Guys like Aaron Brooks SHOULD be making backup money while he's a backup. (AP Photo/Matt York)

You're darn right a hard cap is a "blood issue" with both the owners and players. The players are the only ones admitting it right now, but it's obvious that the owners feel the same way. The line in the sand was drawn a long time ago. While many fans are getting caught up in money and revenue-sharing being the biggest issues (billionaires fighting with millionaires), the real issue is the salary cap itself.

Just consider this example: under the current salary cap structure, the LA Lakers can spend $100 million on player salaries and turn a profit, while the Sacramento Kings spend $45 million on player salaries and yet lose money.

Make no mistake - there are two separate issues here. Cash distribution and talent distribution.

The owners know they can figure out the cash distribution amongst themselves. They're all big boys and can devise a revenue-sharing system to help spread the wealth a bit more.

But the biggest issue is this: why are the Lakers even allowed to spend more than twice as much on salaries (nearly double the "cap") in the first place? If you want competitive balance, and you want all teams to have a fighting chance at equitable talent distribution, you have to put more limits on spending.

Let's look back at our friends in the NFL, who have a hard salary cap. No team can spend any more than any other team, regardless of circumstances. Sure, there are poorer teams than others (Tampa Bay, for example) who don't approach the cap each year. But the biggest advantage of the hard cap is that a team like Dallas, whose owner has the deepest pockets in the game, cannot just buy himself a championship.

The National Football Conference, in which the Cowboys reside, has not had a repeat Super Bowl representative in 10 years. TEN YEARS! And yet, despite being willing to spend every penny in their pockets, the Cowboys have failed miserably. Not only have they failed to appear in a Super Bowl during that span, they've only won ONE playoff game. I guarantee you that if the NFL had the same rules as MLB or NBA, the Cowboys would have won multiple championships this past decade, simply because Jerry Jones would sign every player he wanted. He would be the George Steinbrenner, Jerry Buss or Mark Cuban of the NFL.
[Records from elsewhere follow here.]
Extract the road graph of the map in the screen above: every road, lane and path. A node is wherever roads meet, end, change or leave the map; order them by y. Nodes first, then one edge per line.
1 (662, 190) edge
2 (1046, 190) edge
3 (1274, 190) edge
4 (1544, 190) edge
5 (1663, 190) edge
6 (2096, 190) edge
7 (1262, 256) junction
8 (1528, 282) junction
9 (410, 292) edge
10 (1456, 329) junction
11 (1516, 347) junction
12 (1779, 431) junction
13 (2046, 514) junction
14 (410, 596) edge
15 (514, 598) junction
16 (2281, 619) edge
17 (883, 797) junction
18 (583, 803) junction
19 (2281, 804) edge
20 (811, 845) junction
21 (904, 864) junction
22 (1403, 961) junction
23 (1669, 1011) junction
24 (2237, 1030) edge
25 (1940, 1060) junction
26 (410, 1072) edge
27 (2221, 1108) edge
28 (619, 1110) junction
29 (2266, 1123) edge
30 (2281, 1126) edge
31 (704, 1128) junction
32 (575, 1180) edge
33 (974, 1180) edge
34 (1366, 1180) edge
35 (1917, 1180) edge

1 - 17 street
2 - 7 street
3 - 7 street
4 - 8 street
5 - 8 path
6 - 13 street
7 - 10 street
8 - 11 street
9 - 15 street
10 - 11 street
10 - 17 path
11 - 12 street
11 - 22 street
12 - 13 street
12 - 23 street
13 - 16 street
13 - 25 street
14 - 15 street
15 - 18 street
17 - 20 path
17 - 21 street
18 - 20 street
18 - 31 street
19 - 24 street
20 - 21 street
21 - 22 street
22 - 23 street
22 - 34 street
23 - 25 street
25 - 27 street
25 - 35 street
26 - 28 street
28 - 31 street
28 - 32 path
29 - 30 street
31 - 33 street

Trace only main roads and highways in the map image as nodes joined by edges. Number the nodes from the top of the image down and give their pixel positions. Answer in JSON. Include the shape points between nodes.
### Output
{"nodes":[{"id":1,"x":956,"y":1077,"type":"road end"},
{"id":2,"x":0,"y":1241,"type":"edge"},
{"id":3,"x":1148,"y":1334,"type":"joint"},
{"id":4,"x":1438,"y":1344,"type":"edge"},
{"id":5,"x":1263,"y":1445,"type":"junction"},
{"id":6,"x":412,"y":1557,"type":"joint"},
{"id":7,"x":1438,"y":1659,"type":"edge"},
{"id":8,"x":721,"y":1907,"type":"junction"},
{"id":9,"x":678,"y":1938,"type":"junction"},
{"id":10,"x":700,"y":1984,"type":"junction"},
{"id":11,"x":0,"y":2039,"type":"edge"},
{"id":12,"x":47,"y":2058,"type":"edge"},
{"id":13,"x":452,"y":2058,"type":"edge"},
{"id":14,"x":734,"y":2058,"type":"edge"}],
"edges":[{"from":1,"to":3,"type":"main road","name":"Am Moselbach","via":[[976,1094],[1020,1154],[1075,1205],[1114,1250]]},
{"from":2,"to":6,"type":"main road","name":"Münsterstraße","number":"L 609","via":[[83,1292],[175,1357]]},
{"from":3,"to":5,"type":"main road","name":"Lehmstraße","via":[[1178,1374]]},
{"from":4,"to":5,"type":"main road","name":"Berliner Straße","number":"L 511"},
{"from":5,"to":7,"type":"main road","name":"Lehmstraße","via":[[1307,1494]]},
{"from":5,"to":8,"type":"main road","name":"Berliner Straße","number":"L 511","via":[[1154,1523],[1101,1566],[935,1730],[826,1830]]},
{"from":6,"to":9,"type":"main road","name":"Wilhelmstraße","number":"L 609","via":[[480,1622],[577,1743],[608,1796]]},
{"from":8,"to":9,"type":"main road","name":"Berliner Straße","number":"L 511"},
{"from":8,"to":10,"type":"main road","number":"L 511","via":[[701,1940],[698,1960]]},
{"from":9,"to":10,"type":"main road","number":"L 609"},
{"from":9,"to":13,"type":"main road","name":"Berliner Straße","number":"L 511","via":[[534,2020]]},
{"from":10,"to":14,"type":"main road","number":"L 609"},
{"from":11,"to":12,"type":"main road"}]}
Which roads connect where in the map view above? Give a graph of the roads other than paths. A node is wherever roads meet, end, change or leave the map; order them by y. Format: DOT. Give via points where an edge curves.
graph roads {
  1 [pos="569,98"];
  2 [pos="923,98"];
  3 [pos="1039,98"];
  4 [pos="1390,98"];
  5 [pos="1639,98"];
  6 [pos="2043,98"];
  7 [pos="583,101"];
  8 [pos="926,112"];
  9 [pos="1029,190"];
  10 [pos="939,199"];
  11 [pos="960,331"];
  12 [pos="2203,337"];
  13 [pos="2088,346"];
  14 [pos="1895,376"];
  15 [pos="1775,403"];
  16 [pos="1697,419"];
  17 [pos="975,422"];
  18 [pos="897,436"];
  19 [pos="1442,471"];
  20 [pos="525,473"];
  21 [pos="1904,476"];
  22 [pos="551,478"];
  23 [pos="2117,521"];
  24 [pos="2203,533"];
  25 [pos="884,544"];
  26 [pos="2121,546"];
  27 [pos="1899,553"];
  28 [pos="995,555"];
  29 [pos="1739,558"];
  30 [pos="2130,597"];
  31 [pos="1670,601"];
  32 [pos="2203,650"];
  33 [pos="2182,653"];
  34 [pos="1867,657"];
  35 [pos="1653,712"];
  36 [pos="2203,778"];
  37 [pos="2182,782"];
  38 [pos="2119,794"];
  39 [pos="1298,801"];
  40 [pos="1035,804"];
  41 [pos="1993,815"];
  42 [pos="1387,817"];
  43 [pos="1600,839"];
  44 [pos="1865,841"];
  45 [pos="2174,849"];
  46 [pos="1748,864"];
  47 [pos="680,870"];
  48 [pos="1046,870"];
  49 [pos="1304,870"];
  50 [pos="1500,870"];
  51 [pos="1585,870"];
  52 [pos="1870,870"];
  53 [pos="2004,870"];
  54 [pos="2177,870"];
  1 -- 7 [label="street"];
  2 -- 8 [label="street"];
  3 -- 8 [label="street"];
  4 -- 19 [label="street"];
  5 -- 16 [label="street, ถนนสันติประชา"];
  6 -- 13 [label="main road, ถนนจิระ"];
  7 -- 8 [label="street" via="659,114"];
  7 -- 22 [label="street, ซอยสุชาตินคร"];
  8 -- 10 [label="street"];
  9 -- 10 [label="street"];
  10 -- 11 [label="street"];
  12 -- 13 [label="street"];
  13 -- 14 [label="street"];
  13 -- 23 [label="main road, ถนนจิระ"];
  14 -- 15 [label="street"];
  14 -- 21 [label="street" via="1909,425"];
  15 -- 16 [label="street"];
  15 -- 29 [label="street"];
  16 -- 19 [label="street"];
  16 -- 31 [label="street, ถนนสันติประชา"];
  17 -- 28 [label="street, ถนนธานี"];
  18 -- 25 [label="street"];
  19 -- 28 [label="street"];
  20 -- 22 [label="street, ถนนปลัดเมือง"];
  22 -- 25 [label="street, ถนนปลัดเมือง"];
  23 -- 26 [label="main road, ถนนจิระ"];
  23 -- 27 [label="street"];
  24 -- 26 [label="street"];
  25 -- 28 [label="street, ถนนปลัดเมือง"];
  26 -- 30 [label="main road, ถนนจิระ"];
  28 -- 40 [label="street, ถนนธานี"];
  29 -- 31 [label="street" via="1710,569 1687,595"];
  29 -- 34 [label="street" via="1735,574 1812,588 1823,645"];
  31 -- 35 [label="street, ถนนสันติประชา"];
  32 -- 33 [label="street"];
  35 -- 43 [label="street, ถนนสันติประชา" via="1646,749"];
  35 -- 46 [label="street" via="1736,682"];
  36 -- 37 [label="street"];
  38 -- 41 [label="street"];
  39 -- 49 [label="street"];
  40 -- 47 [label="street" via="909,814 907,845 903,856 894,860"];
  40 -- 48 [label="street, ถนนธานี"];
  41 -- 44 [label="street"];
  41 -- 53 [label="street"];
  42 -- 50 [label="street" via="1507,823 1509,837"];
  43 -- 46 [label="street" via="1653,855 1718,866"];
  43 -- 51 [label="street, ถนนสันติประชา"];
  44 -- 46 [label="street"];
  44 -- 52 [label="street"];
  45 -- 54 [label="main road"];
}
The NBA owners don't want to impose a hard salary cap like the NFL just to "save them from themselves".

They want the hard salary cap to save them from their peers. They don't want Jerry Buss to be able to spend twice as much as his peers, and 30% over the "cap" at which teams are viable.

To be sure, the current Collective Bargaining Agreement in the NBA allows for the same types of contracts that the NFL enjoys. The owners don't have to exceed the "cap". They have the option to offer as little as one-year, non-guaranteed contracts any time they want, just like the NFL. In theory, they should be able to control their own spending. 

But they can't, for two big reasons.

Reason #1: All it takes is one

In the NBA, guaranteed contracts are a death nell only to the relatively poor. If you're rich, you can offer guaranteed, escalating salaries for multiple years and there is little to no punitive damage thanks to the soft cap. In a league where only 7-8 players get regular playing time on a team, even the most egregious spenders get to bring in new players to replace old ones in the lineup without having to even get rid of those old ones. The Lakers added 2 rotation players to their $100 million 2-time champion team last year without giving anyone away. That's improving 25% of their team even though they were $30 million over the "cap".

So what does that mean to the Sacramento Kings? It means they have to offer the same lucrative contracts (big, long-term, guaranteed money) or they won't get the time of day in negotiations with free agents. Yet, if you don't have the same revenues, you can't afford to keep spending on even more players. So you end up with Beno Udrih making $6 million a year for the next 5 years even though his performance drops off precipitously. And what if a big-money player gets injured? Richer teams just go get new players while still paying the injured guy. Poorer teams turn to a rookie or journeyman and look forward to lots of losses.

Closer to home, take the Amare situation. As I wrote before, teams are allowed to offer the same contracts that NFL players get. Owners are allowed to be prudent. Sarver offered oft-injured Amare a max contract that was only 60% guaranteed (by contrast, Larry Fitzgerald's new NFL deal is less than 40% guaranteed, and Fitz has never been injured!). Amare laughed and said he wanted "an NBA deal, not an NFL deal". The Knicks gave him "an NBA deal" - same money, but all guaranteed for all 5 years. So long, Amare. All it takes is one.


Reason #2: Collusion is illegal

Players and agents say they're only taking what's offered. No one is MAKING the NBA owners offer these crazy deals. And the players would be stupid to reject them.

Great! So what if all the NBA owners sat down and decided, as a unified collective, that no one would offer more than 3-year deals anymore. And that every contract would have an out clause in case of non-performance or injury (non-guaranteed money). And, that no one would exceed the "cap" by more than X dollars, despite the free exceptions they've got. And let's further pretend that they trusted each other not to break those unwritten rules.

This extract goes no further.